Wales at Euro 2016: Wolves midfielder Dave Edwards still hoping to be fit for France
- Published
Wolves midfielder Dave Edwards is still hoping to be fit for Wales duty at this summer's European Championship.
The 30-year-old has been out for two months following surgery on a broken bone in his foot.
He was due to be out for 12 weeks, giving him little time to prove his fitness for Euro 2016 in France, but he is confident of making it, if selected.
"I'm still doing well and hoping to be be back to play a part before the end of the season," he told BBC Sport.
"Hopefully I can play a few games in and then be selected for the Euros. It's a tough ask but I'm hoping to be involved. It would be great for me and my family..
"It has been an amazing campaign.
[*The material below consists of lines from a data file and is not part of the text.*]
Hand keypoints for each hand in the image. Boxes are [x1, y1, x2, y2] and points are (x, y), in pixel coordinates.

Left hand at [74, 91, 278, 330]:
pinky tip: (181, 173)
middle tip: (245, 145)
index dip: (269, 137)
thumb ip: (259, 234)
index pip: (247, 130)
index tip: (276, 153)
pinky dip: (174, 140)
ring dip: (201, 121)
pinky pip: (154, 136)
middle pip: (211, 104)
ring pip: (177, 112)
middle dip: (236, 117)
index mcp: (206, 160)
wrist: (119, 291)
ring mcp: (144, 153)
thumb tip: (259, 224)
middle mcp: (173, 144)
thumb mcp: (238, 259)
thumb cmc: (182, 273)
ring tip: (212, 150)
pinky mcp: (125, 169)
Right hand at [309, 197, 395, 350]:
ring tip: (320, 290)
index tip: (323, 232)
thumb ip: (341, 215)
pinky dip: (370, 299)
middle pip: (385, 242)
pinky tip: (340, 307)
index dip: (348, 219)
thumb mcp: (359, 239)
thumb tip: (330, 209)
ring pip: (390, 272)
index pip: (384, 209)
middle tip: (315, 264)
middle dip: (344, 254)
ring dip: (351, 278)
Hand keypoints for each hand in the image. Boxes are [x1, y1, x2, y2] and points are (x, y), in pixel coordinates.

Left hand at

It's great to have been part of that journey and it would be great to top it off by getting in that squad."
Shrewsbury-born Edwards already has 31 caps to his name, five of which have come during Wales' qualification campaign for their first-ever European Championship finals.
But, given the way Chris Coleman's Welsh warm-up programme has worked out, if he is to make it across the Channel this summer to represent the Principality and play against England, the country of his birth, he will have to prove his fitness purely in a Wolves shirt.
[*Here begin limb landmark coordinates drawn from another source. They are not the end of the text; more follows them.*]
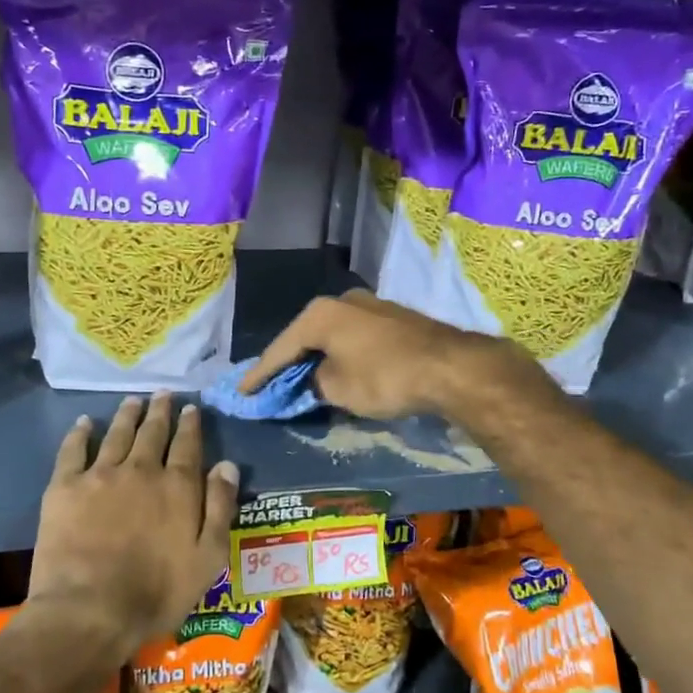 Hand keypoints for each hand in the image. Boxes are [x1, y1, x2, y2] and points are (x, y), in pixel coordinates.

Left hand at [29, 394, 238, 663]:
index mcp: (177, 486)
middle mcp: (141, 470)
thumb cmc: (157, 592)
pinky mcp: (65, 487)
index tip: (191, 408)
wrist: (89, 610)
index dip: (190, 425)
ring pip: (117, 434)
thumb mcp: (208, 557)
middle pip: (152, 432)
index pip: (187, 445)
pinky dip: (80, 433)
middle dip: (160, 412)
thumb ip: (219, 508)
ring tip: (132, 400)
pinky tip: (84, 423)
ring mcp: (100, 475)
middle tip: (163, 395)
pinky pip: (73, 450)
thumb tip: (227, 465)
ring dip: (127, 415)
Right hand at [241, 289, 542, 421]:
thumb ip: (314, 383)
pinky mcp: (392, 317)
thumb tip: (313, 379)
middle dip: (288, 362)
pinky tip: (338, 367)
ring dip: (317, 357)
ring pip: (331, 335)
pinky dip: (340, 353)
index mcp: (320, 314)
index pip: (280, 348)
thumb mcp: (339, 389)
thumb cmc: (385, 377)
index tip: (242, 392)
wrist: (450, 366)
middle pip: (305, 336)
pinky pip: (353, 337)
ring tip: (302, 378)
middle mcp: (342, 300)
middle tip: (270, 384)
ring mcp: (370, 305)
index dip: (260, 374)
The two forthcoming friendlies with Northern Ireland on Thursday, 24 March and Ukraine on Easter Monday are Coleman's two main warm-up matches prior to picking his squad.
Wales' only other planned warm-up game is against Sweden in June - six days before their Group B opener against Slovakia in Bordeaux on 11 June.
Wales on foreign soil
Wales' trip to the World Cup in Sweden in 1958 remains the nation's only ever appearance at a major finals.
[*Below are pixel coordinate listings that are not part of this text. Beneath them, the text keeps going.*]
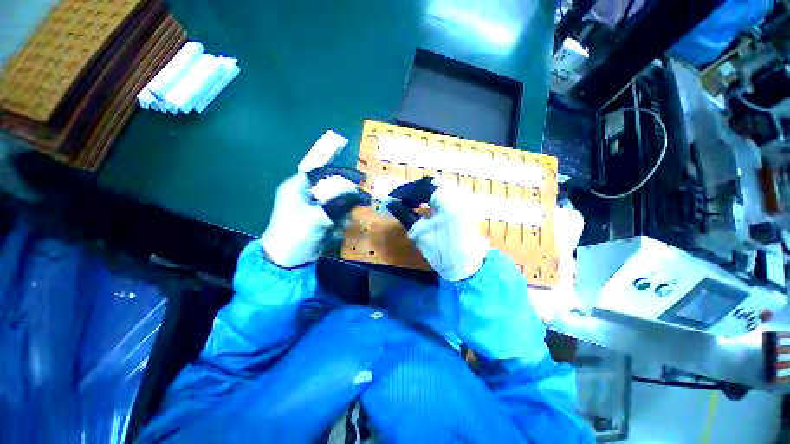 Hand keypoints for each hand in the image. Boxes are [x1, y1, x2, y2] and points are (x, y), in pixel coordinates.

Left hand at [261, 167, 370, 267]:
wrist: (287, 260)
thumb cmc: (296, 233)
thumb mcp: (317, 215)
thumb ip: (337, 200)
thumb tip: (356, 188)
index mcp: (297, 186)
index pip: (322, 173)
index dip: (341, 174)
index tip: (359, 179)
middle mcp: (304, 194)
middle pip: (331, 188)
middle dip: (344, 198)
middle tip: (360, 202)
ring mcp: (311, 207)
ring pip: (335, 203)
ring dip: (342, 214)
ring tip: (341, 225)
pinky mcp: (317, 219)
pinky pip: (333, 215)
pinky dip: (338, 222)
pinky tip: (337, 232)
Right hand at [388, 177, 488, 280]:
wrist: (467, 266)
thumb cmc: (442, 251)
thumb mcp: (419, 232)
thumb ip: (404, 214)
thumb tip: (390, 203)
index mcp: (448, 199)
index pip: (422, 186)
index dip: (405, 190)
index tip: (392, 198)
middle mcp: (458, 194)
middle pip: (431, 183)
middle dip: (414, 190)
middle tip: (401, 200)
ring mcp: (463, 199)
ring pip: (439, 187)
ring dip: (423, 193)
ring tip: (410, 204)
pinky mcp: (464, 206)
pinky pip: (446, 194)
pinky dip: (432, 198)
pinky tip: (424, 206)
Only two Midlanders, West Bromwich Albion full-back Stuart Williams and Aston Villa wing-half Vic Crowe - later to become Villa manager - were in that Wales squad.
But Wolves did have four players in the England squad in 1958, Peter Broadbent, Eddie Clamp, Bill Slater and the captain Billy Wright.
This time round, along with Birmingham City winger David Cotterill, Albion defender James Chester and Walsall striker Tom Bradshaw, there are four contenders from West Midlands clubs to get in Chris Coleman's 23-man party.
If Edwards does make it, he would become the first Wolves player from one of the four home countries to play at a major finals since Steve Bull, then technically still a Third Division player, represented England at the Italia 90 World Cup.
The late Emlyn Hughes, England's captain in 1980, remains Wolves' only British player to have represented his country at the European Championship finals. But he did not play a game in that tournament, in Italy - and was on the bench for England's three group games.
The club did have three players - Stephen Ward, Stephen Hunt and Kevin Doyle - in the Republic of Ireland squad at Euro 2012 in Poland and Ukraine.